There is one potential problem with this service. OCLC restricts access to the Worldcat search API to 5000 requests a day. I hope we do not hit that limit very often. It will be so if more than 5000 requests of a full display of a catalog record a day occur. Well this does happen, mostly because of crawlers. I try to filter out a few known crawlers and do not hit the Worldcat service if they request a full record display. And now just hope for the best. ..

2009-06-05

Moving to SOLR

We are currently running tests with SOLR to index the content of our Library Content Management System. At this moment the system is relying on Oracle Text Retrieval. We do not feel this meets our demands and we find it too tightly knit to our storage solution, which we want to be data base independant. We are planning an architectural description of our complete environment before we start developing, but I do have some ideas on which way to go of course.

We will start leaving our complete system as it is to start with and add an extra index layer. This will allow us to gradually leave Oracle text retrieval and evolve the sytem in stead of disrupting it.
The idea is to store the record id and a root table name after a record is succesfully entered or updated. So imagine someone changes a title of a publication. The id and table containing the bibliographic description is added to a list. The same id and table name will also be registered when a record pointing to it (for example of a book item) is modified. This list has the form of a list of URL's, since every record in our Library CMS is uniquely identified by a URL.

There will be a process reading this file retrieving each URL. The URL will return an XML file, that will be processed by an XSLT. This XSLT can enrich the XML via web services.
For example our own web services, to add information about the book-items to the bibliographic description. We can also add OCLC numbers and LCC headings by consulting web services at both OCLC Pica and OCLC Worldcat.
Many other enrichment of the data may be done before it will be offered to SOLR to index it. This way we will be able to retrieve the records by keys that are not present in the actual record, but which are added just before indexing.

This has great potentials. We can for example check our SFX server for information and add a flag to know before hand a publication is electronically available. We can check Worldcat and add better normalized author names and lots of stuff we might think of later.

We will remain compatible with our current way to search and present results.
We will store the same XML representation in the SOLR index as is stored in our CMS, so we can still use all XSLT's that are currently used to present results.
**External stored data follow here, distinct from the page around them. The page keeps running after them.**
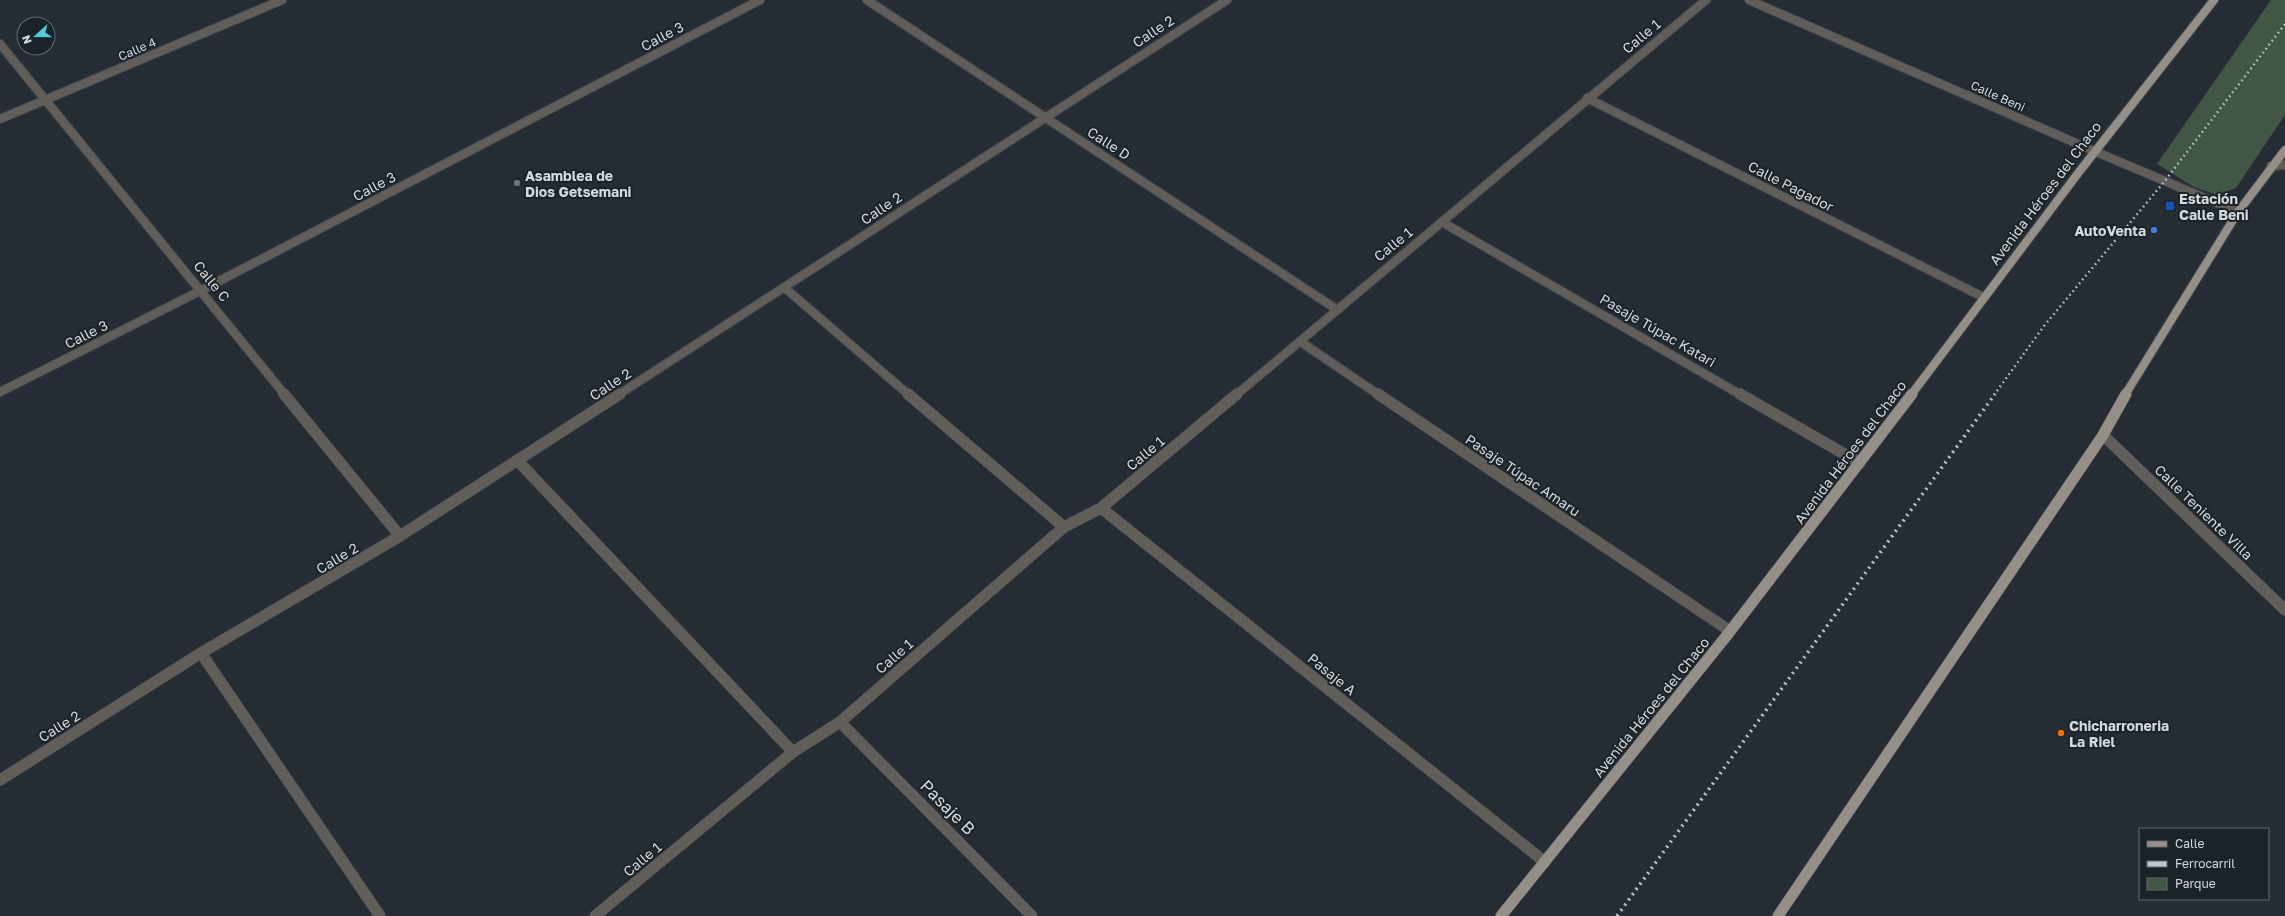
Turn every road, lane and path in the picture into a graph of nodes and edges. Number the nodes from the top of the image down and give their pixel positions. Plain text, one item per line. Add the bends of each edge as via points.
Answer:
1 (282, 0) edge
2 (760, 0) edge
3 (867, 0) edge
4 (1227, 0) edge
5 (1706, 0) edge
6 (1749, 0) edge
7 (2214, 0) edge
8 (0, 44) edge
9 (1587, 98) junction
10 (44, 101) junction
11 (1044, 116) junction
12 (0, 119) edge
13 (2285, 150) edge
14 (2094, 151) junction
15 (2285, 165) edge
16 (2271, 166) junction
17 (2238, 212) junction
18 (1442, 222) junction
19 (785, 288) junction
20 (202, 290) junction
21 (1983, 297) junction
22 (1336, 309) junction
23 (1301, 342) junction
24 (0, 392) edge
25 (2103, 435) junction
26 (516, 460) junction
27 (1860, 463) junction
28 (1101, 508) junction
29 (1064, 527) junction
30 (400, 536) junction
31 (2285, 610) edge
32 (1730, 632) junction
33 (202, 653) junction
34 (840, 722) junction
35 (793, 752) junction
36 (0, 780) edge
37 (1545, 862) junction
38 (380, 916) edge
39 (595, 916) edge
40 (1032, 916) edge
41 (1502, 916) edge
42 (1778, 916) edge

1 - 10 street, Calle 4
2 - 20 street, Calle 3
3 - 11 street, Calle D
4 - 11 street, Calle 2
5 - 9 street, Calle 1
6 - 14 street, Calle Beni
7 - 14 main road, Avenida Héroes del Chaco
8 - 10 street, Calle C
9 - 18 street, Calle 1
9 - 21 street, Calle Pagador
10 - 12 street, Calle 4
10 - 20 street, Calle C
11 - 19 street, Calle 2
11 - 22 street, Calle D
13 - 16 main road
14 - 17 street, Calle Beni
14 - 21 main road, Avenida Héroes del Chaco
15 - 16 street
16 - 17 main road
17 - 25 main road via 2137,373
18 - 22 street, Calle 1
18 - 27 street, Pasaje Túpac Katari
19 - 26 street, Calle 2
19 - 29 street
20 - 24 street, Calle 3
20 - 30 street, Calle C
21 - 27 main road, Avenida Héroes del Chaco
22 - 23 street, Calle 1
23 - 28 street, Calle 1
23 - 32 street, Pasaje Túpac Amaru
25 - 31 street, Calle Teniente Villa
25 - 42 main road
26 - 30 street, Calle 2
26 - 35 street
27 - 32 main road, Avenida Héroes del Chaco
28 - 29 street, Calle 1
28 - 37 street, Pasaje A
29 - 34 street, Calle 1
30 - 33 street, Calle 2
32 - 37 main road, Avenida Héroes del Chaco
33 - 36 street, Calle 2
33 - 38 street
34 - 35 street, Calle 1
34 - 40 street, Pasaje B
35 - 39 street, Calle 1
37 - 41 main road, Avenida Héroes del Chaco

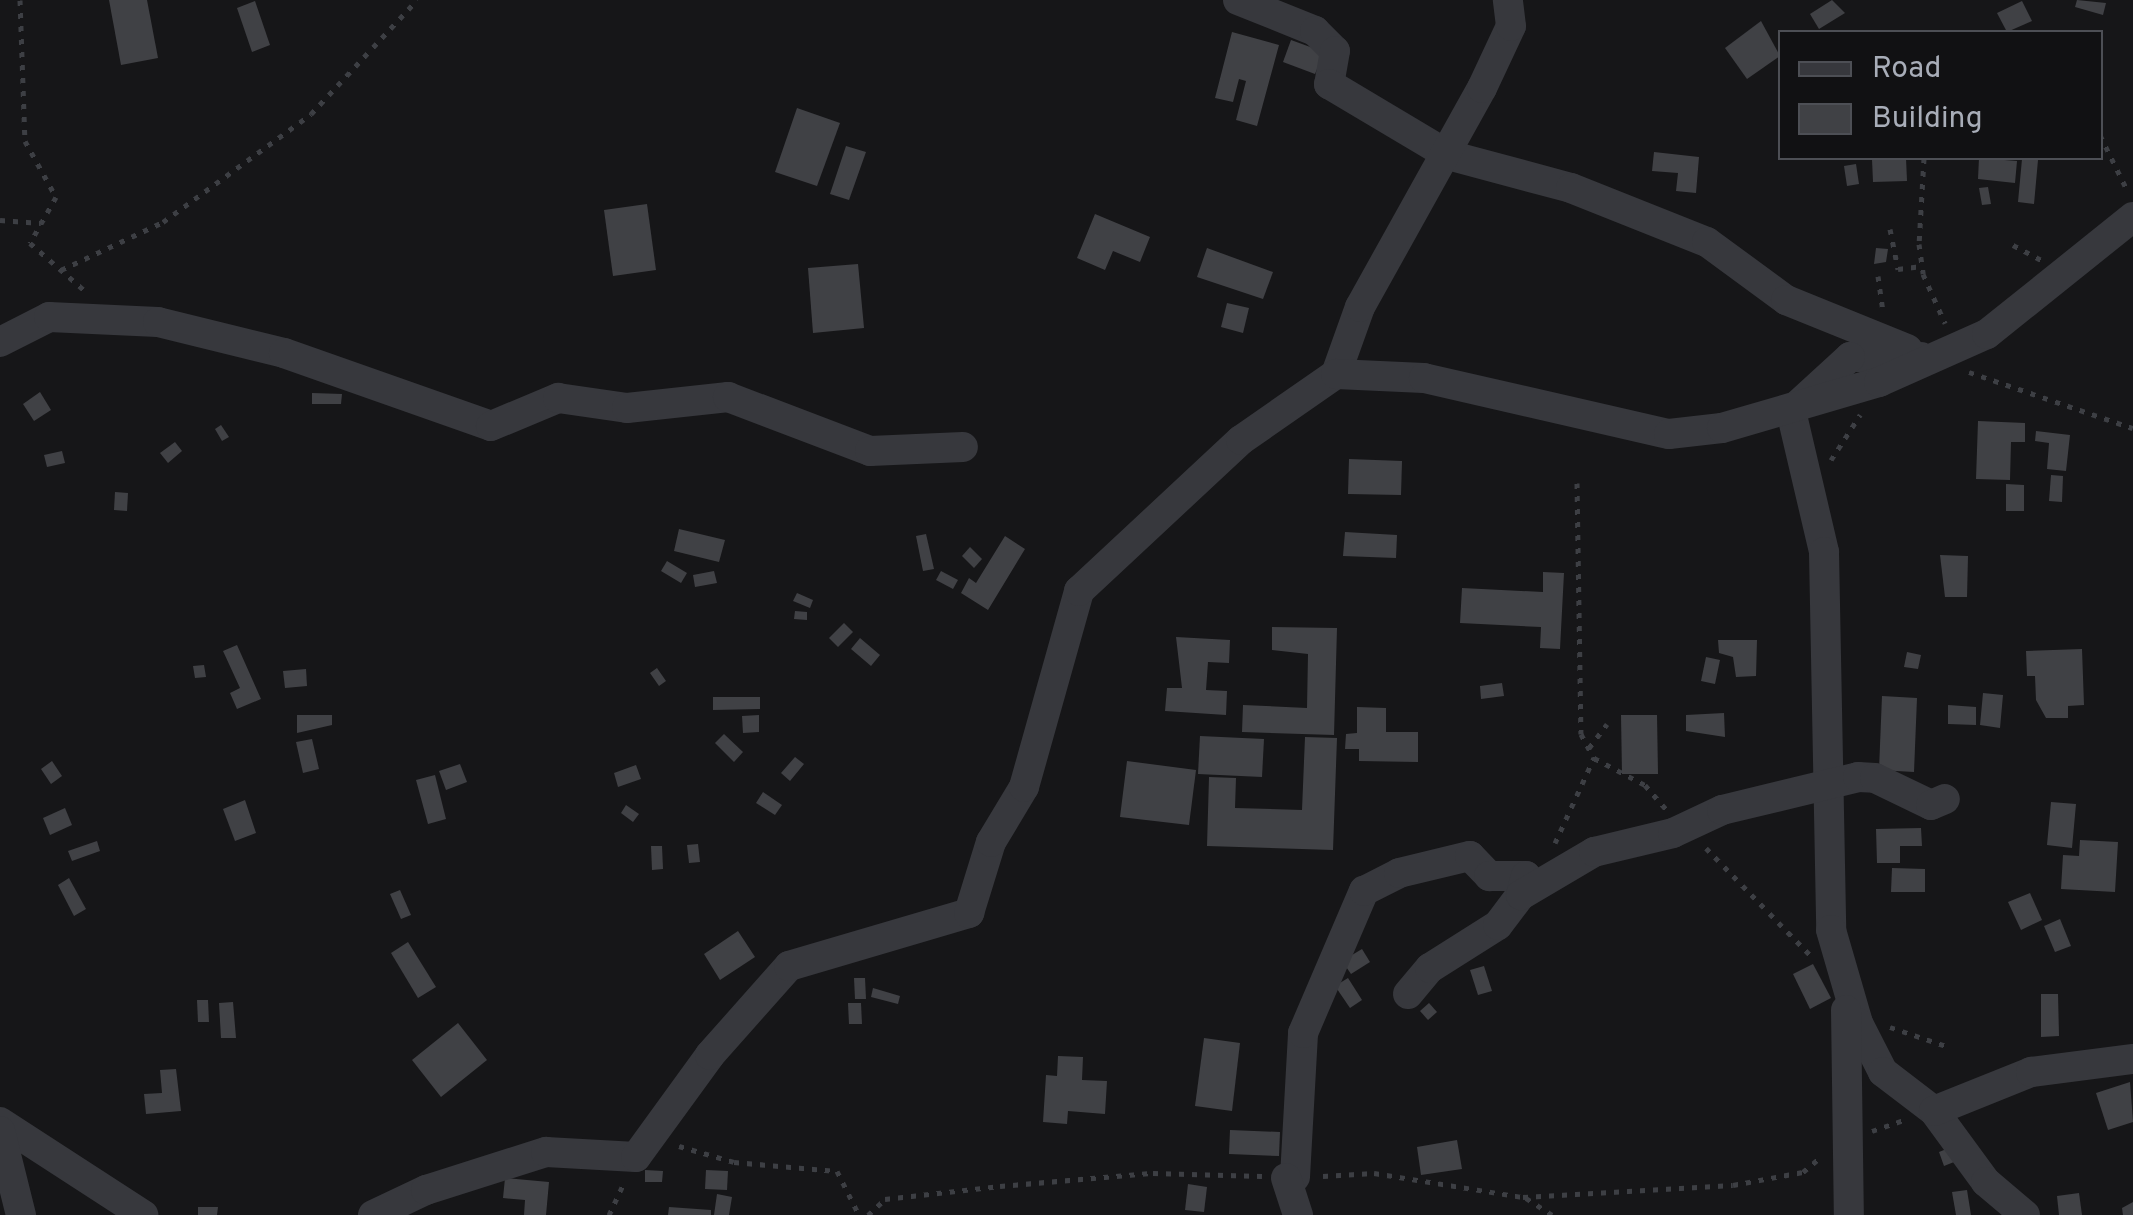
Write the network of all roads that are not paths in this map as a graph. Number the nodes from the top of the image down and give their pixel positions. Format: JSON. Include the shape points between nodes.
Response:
{"nodes":[{"id":1,"x":1238,"y":0,"type":"edge"},
{"id":2,"x":1508,"y":0,"type":"edge"},
{"id":3,"x":1448,"y":155,"type":"junction"},
{"id":4,"x":2133,"y":213,"type":"edge"},
{"id":5,"x":0,"y":342,"type":"edge"},
{"id":6,"x":1931,"y":356,"type":"junction"},
{"id":7,"x":1336,"y":374,"type":"junction"},
{"id":8,"x":1791,"y":411,"type":"junction"},
{"id":9,"x":964,"y":447,"type":"dead end"},
{"id":10,"x":1828,"y":786,"type":"junction"},
{"id":11,"x":1945,"y":799,"type":"dead end"},
{"id":12,"x":1532,"y":887,"type":"junction"},
{"id":13,"x":1408,"y":994,"type":"dead end"},
{"id":14,"x":1847,"y":994,"type":"junction"},
{"id":15,"x":2133,"y":1059,"type":"edge"},
{"id":16,"x":1934,"y":1111,"type":"junction"},
{"id":17,"x":0,"y":1122,"type":"edge"},
{"id":18,"x":0,"y":1131,"type":"edge"},
{"id":19,"x":21,"y":1215,"type":"edge"},
{"id":20,"x":143,"y":1215,"type":"edge"},
{"id":21,"x":373,"y":1215,"type":"edge"},
{"id":22,"x":1298,"y":1215,"type":"edge"},
{"id":23,"x":1848,"y":1215,"type":"edge"},
{"id":24,"x":2025,"y":1215,"type":"edge"}],
"edges":[{"from":1,"to":3,"type":"street","via":[[1316,31],[1335,51],[1329,84]]},
{"from":2,"to":3,"type":"street","via":[[1510,26]]},
{"from":3,"to":6,"type":"street","via":[[1572,188],[1707,242],[1786,300]]},
{"from":3,"to":7,"type":"street","via":[[1360,307]]},
{"from":4,"to":6,"type":"street","via":[[1987,334]]},
{"from":5,"to":9,"type":"street","via":[[49,317],[158,322],[284,353],[491,426],[558,398],[627,408],[728,397],[870,451]]},
{"from":6,"to":8,"type":"street","via":[[1879,382]]},
{"from":6,"to":8,"type":"street","via":[[1850,357]]},
{"from":7,"to":8,"type":"street","via":[[1424,378],[1669,434]]},
{"from":7,"to":21,"type":"street","via":[[1241,440],[1080,591],[1024,786],[991,842],[970,913],[789,966],[710,1055],[636,1157],[546,1152]]},
{"from":8,"to":10,"type":"street","via":[[1824,552]]},
{"from":10,"to":11,"type":"street","via":[[1876,778],[1930,805]]},
{"from":10,"to":12,"type":"street","via":[[1722,810],[1594,852]]},
{"from":10,"to":14,"type":"street","via":[[1831,930]]},
{"from":12,"to":13,"type":"street","via":[[1498,925],[1430,968]]},
{"from":12,"to":22,"type":"street","via":[[1526,876],[1489,876],[1470,856],[1399,873],[1364,891],[1303,1033],[1290,1177]]},
{"from":14,"to":16,"type":"street","via":[[1883,1072]]},
{"from":14,"to":23,"type":"street"},
{"from":15,"to":16,"type":"street","via":[[2031,1072]]},
{"from":16,"to":24,"type":"street","via":[[1986,1182]]},
{"from":17,"to":20,"type":"street"},
{"from":18,"to":19,"type":"street"}]}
We will also 'hide' the query interface of SOLR behind our current SRU like interface. Of course we will have to add ways to make use of the new sorting and facetting features we will be able to work with.
This way we also keep our Z39.50 working since it makes use of the same interface to search the LCMS.

Well these are our first ideas, so we will do a lot of tests and rethinking I suppose. I just like to share it with the readers of this blog, so anyone can jump in with even better ideas.
I hope to share some more results with you at the end of this summer. I am really excited about this new journey we are taking.